EjeaNoticias
Comarca de las Cinco Villas
:: Opinión ::

Yesa: agua y demagogia

Hablar sobre asuntos relacionados con el agua es siempre complicado. Son muchas las variables que hay que encajar para, primero, proyectar una línea nítida de discusión y para mantener un argumentario que no se disperse en un pantano apestado de prejuicios. A partir de ahora volveremos a soportar cargas de caballería dialéctica y aún peor, a amenazas con utilizar la Justicia en asuntos que deberían resolverse por vía política y administrativa. Por si no queda claro se utilizará a afamados abogados  para intentar  amedrentar más. Hablamos, como no, de Yesa.

Uno de los  principales retos es manejar bien la semántica; hay quien la utiliza defectuosamente por desconocimiento y hay quien lo hace de forma torticera como ha sido, por ejemplo, en  la aprobación del impacto medioambiental del recrecimiento de Yesa, sobre el cuál se han levantado voces que ven deficiencias en la obra porque la secretaría de Medio Ambiente  no ha dictaminado en el asunto de las obras de un estribo de la presa, competencia exclusiva de la Secretaría de Medio Rural y Agua. Es como si se buscase el dictamen del médico de cabecera por encima del cardiólogo en asuntos de corazón.

La RAE aprobaba recientemente la acepción de pantano (por su mal pero continuado uso) como sinónimo de embalse. La diferencia no es nimia. La semiología influye en las palabras; el embalse es  un lago artificial, hecho por el hombre y para el hombre; el pantano nos lleva la mente a aguas putrefactas y traicioneras y así a marcar, inconscientemente, un perjuicio a esa masa de agua.

El uso, y en ocasiones el abuso, del sistema judicial viene a ser el otro de los campos en los que el tránsito es proceloso. El sistema jurídico español, garantista y acomplejado tras una fase inacabada de transición es utilizado por algunos como un aval  que paralice  cualquier acción administrativa y ciudadana sin coste alguno. El corpúsculo de “teóricamente” perjudicados por el embalse de Yesa no ha tenido rubor en vilipendiar durante años el honor y patrimonio de gentes, también altos cargos de la Administración, y  que han soportando vejaciones públicas (y siguen) para que al final hayan sido absueltos pero sin que nadie les haya redimido de ese calvario.

Los medios de comunicación, ramplones en temas hídricos, han comprado su conciencia con historias más propias de don Alonso y las pastoras, que de la cruel realidad del mundo rural; siempre tan olvidado, tan tutelado y ahora redescubierto por añoranzas bucólicas y condimentado por algún exceso eléctrico.

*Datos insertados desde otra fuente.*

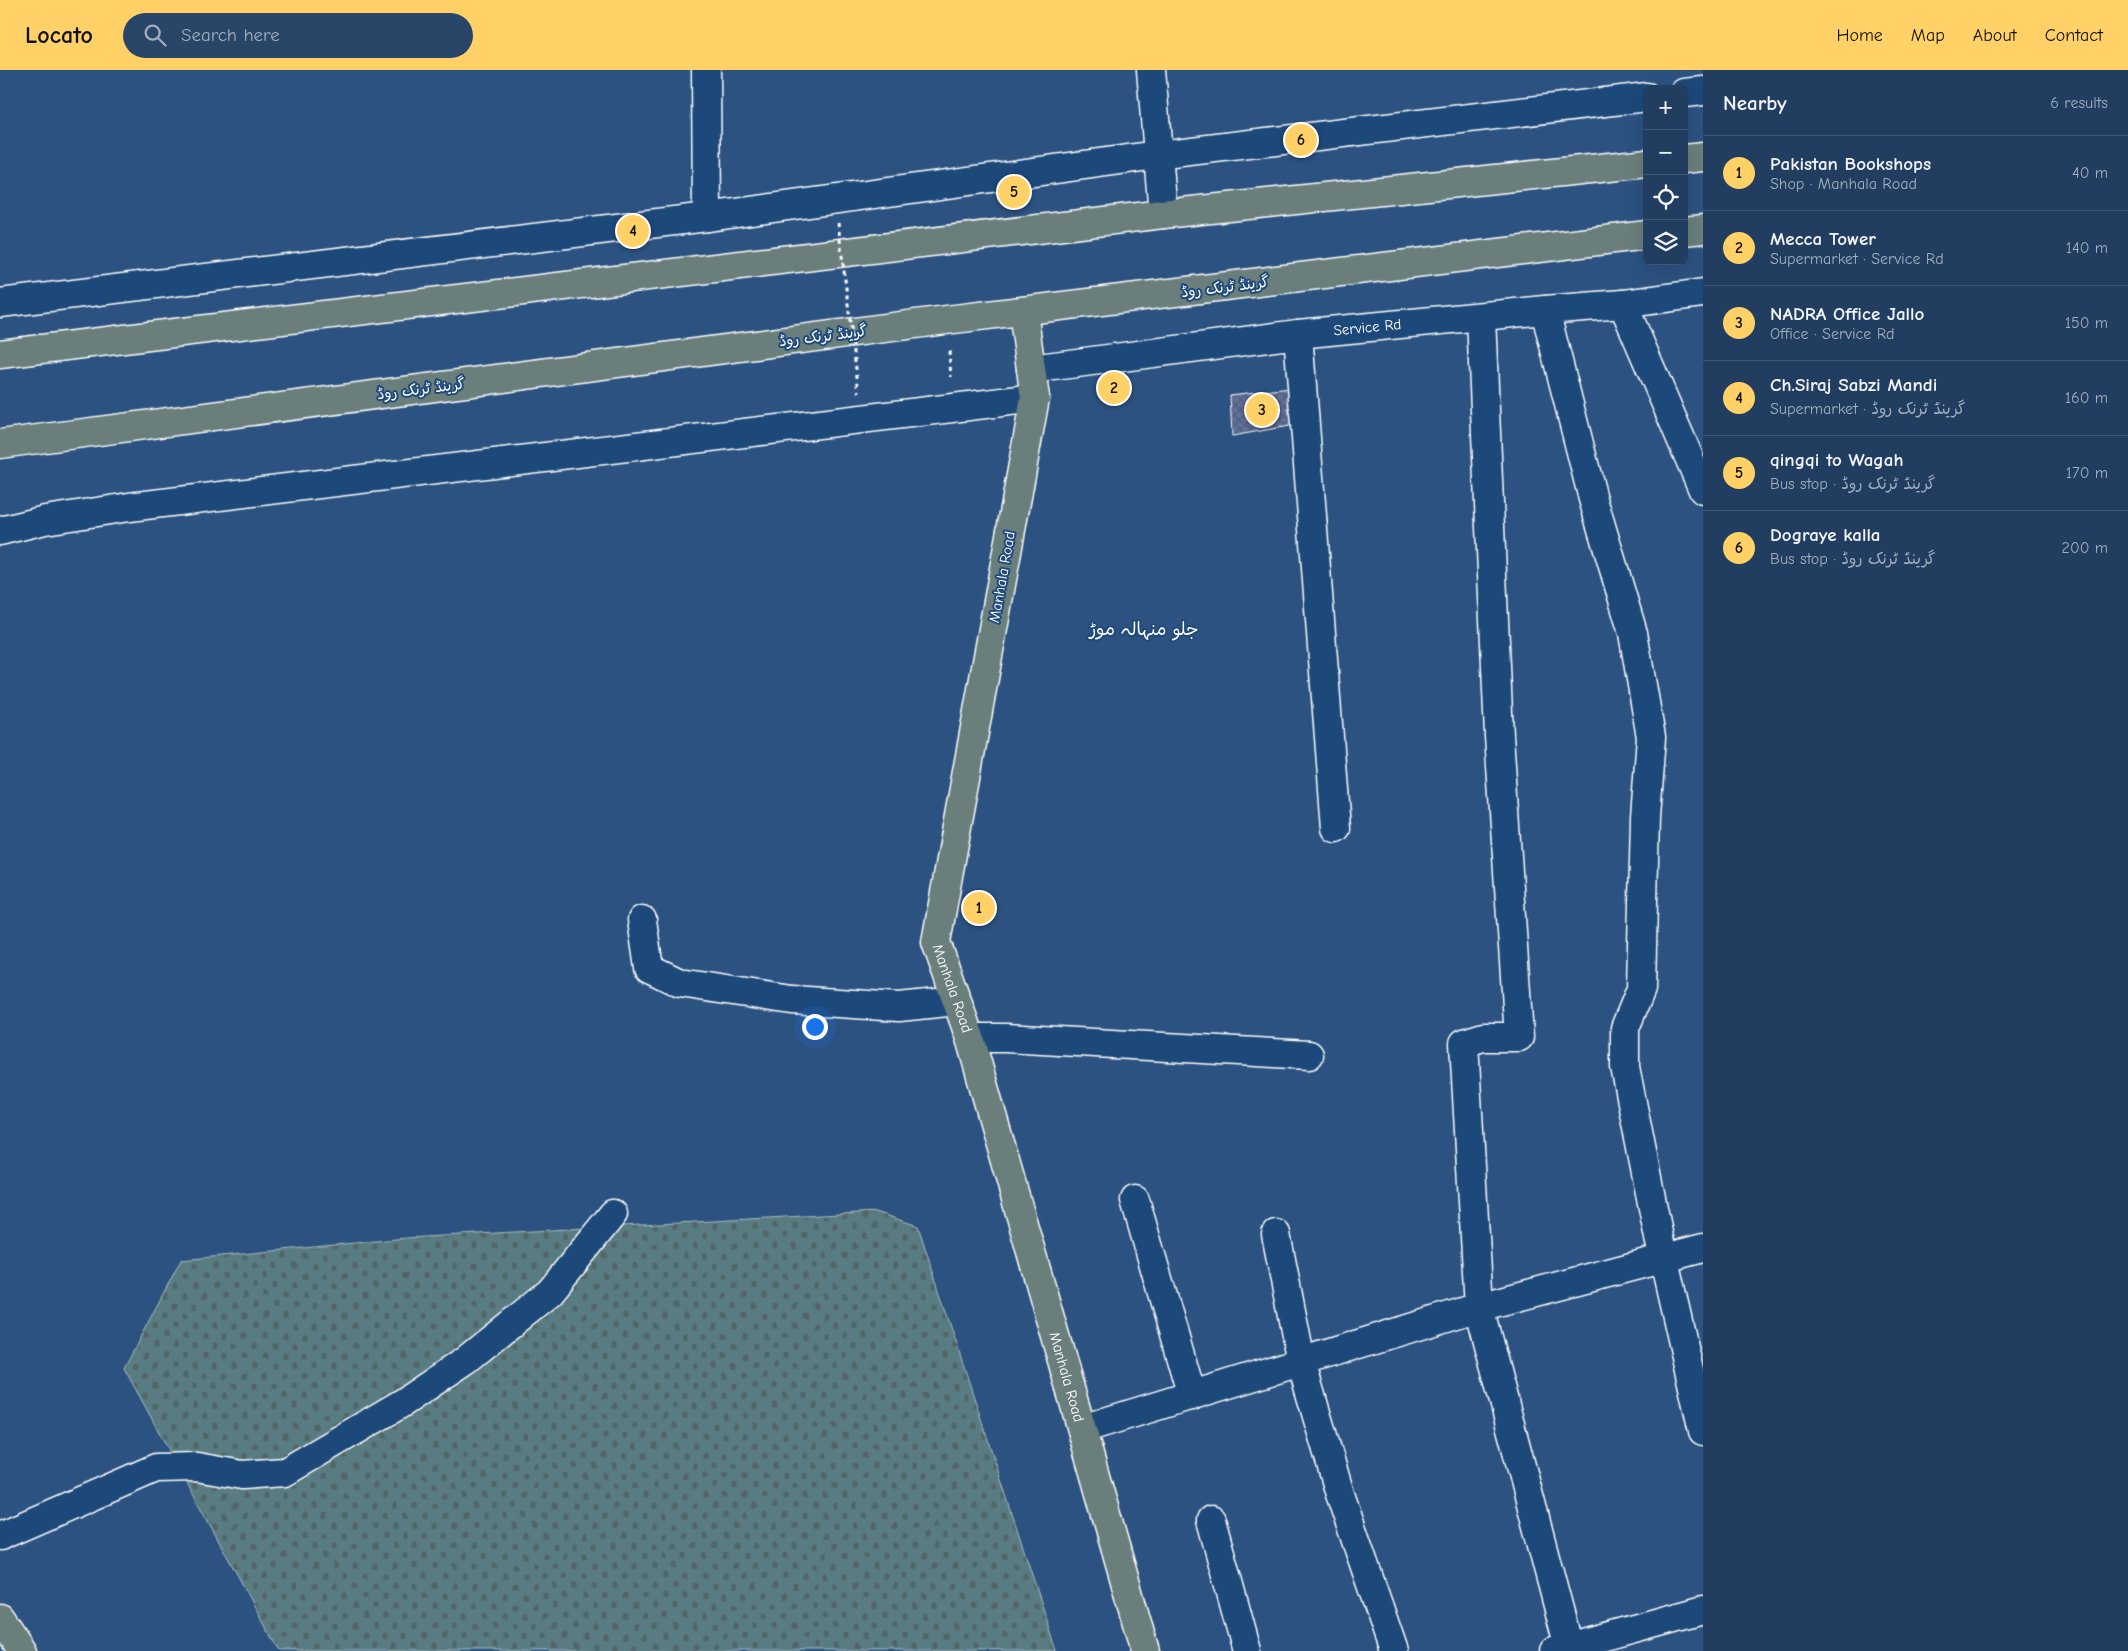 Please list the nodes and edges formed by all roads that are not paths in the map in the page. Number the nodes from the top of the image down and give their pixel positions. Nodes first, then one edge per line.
1 (706, 70) edge
2 (1151, 70) edge
3 (1703, 90) edge
4 (1688, 92) edge
5 (1643, 97) edge
6 (1157, 155) junction
7 (1703, 157) edge
8 (1688, 159) edge
9 (1643, 163) edge
10 (1163, 214) junction
11 (707, 217) junction
12 (1703, 229) edge
13 (1688, 231) edge
14 (1643, 236) edge
15 (1703, 293) edge
16 (0, 303) edge
17 (1623, 304) junction
18 (1546, 310) junction
19 (1023, 311) junction
20 (1481, 317) junction
21 (1298, 334) junction
22 (0, 354) edge
23 (1032, 370) junction
24 (1035, 398) junction
25 (0, 444) edge
26 (1703, 490) edge
27 (0, 531) edge
28 (1336, 828) dead end
29 (642, 920) dead end
30 (957, 1001) junction
31 (970, 1038) junction
32 (1309, 1055) dead end
33 (1135, 1200) dead end
34 (613, 1214) dead end
35 (1276, 1234) dead end
36 (1703, 1248) edge
37 (1664, 1259) junction
38 (1479, 1307) junction
39 (1301, 1362) junction
40 (1192, 1396) junction
41 (1082, 1429) junction
42 (1703, 1431) edge
43 (1212, 1520) dead end
44 (0, 1536) edge
45 (1703, 1610) edge
46 (0, 1618) edge
47 (1564, 1650) edge
48 (22, 1651) edge
49 (1145, 1651) edge
50 (1247, 1651) edge
51 (1394, 1651) edge

1 - 11 street
2 - 6 street
3 - 4 street
5 - 6 street
6 - 10 street
6 - 11 street
7 - 8 main road
9 - 10 main road
10 - 22 main road
11 - 16 street
12 - 13 main road
14 - 19 main road, گرینڈ ٹرنک روڈ
15 - 17 street, Service Rd
17 - 18 street, Service Rd
17 - 26 street
18 - 20 street, Service Rd
18 - 37 street
19 - 23 main road, Manhala Road
19 - 25 main road, گرینڈ ٹرنک روڈ
20 - 21 street, Service Rd
20 - 38 street
21 - 23 street, Service Rd
21 - 28 street
23 - 24 main road, Manhala Road
24 - 27 street
24 - 30 main road, Manhala Road
29 - 30 street
30 - 31 main road, Manhala Road
31 - 32 street
31 - 41 main road, Manhala Road
33 - 40 street
34 - 44 street
35 - 39 street
36 - 37 street
37 - 38 street
37 - 42 street
38 - 39 street
38 - 47 street
39 - 40 street
39 - 51 street
40 - 41 street
41 - 49 main road, Manhala Road
43 - 50 street
45 - 47 street
46 - 48 main road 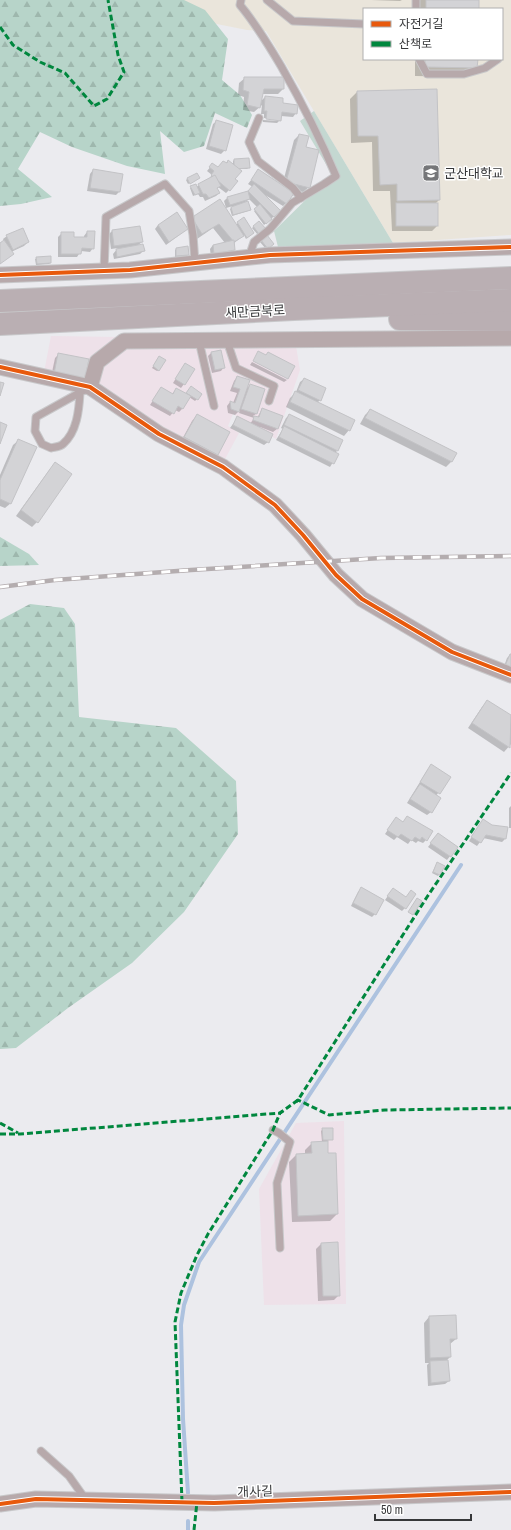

Pero la demagogia en un asunto de este calado no puede continuar impune en los medios de propaganda. Un reciente domingo de septiembre escribía el ínclito Perico, el que más arrojo tiene, un artículo sobre Sequía e inundación; nada nuevo solo que en el preámbulo del listado hace un juego comparativo (siempre imperfecto) de los embalses con el monedero de un mendigo. De entrada parece olvidarse de que al mendigo hay que darle el monedero lleno de monedas para que se administres aunque, de forma instintiva, te das cuenta de que no se fía del mendigo (porque se intuye que se  gastará el dinero). Su teoría de los embalses que regulan los ríos comienza al revés y llega a decir que en los años de sequía sobran embalses (pantanos); totalmente de acuerdo si esos embalses no han servido para regular y embalsar agua en el monedero del mendigo cuando la abundancia de monedas le ha pasado por la mano sin poder guardarlas. El Preclaro aboga entre otras cosas por las riberas y utiliza dichos de nuestros abuelos .. las escrituras del río… para hacer su particular pedagogía sobre riberas y meandros que no oímos cuando la ciudad de Zaragoza, reducto de iluminados hijos de Berdolé, no puso el grito en el cielo con la construcción de inmuebles en el Actur y menos con la Expo (la que iba a ser la ciudad de referencia mundial del agua y que ni siquiera tuvo su famosa carta en la agenda de la ONU). Perico reconoce que falta agua y la pregunta es que cuando la hay, cuando baja  por el río producto de la nieve, la lluvia o las tormentas, ¿que hacemos con ella?. Recuperando las máximas: del dicho al hecho hay un buen trecho.

Vienen otra vez tiempos duros para Yesa, quizá menos; pero tendremos que avituallarnos de razones y no de pasiones para atravesar ligeros el pantano de acusaciones, descalificaciones y denuncias que algunos, rayanos al fundamentalismo, intentarán sembrar arrogándose a una autoridad confesa que ellos mismos se atribuyen.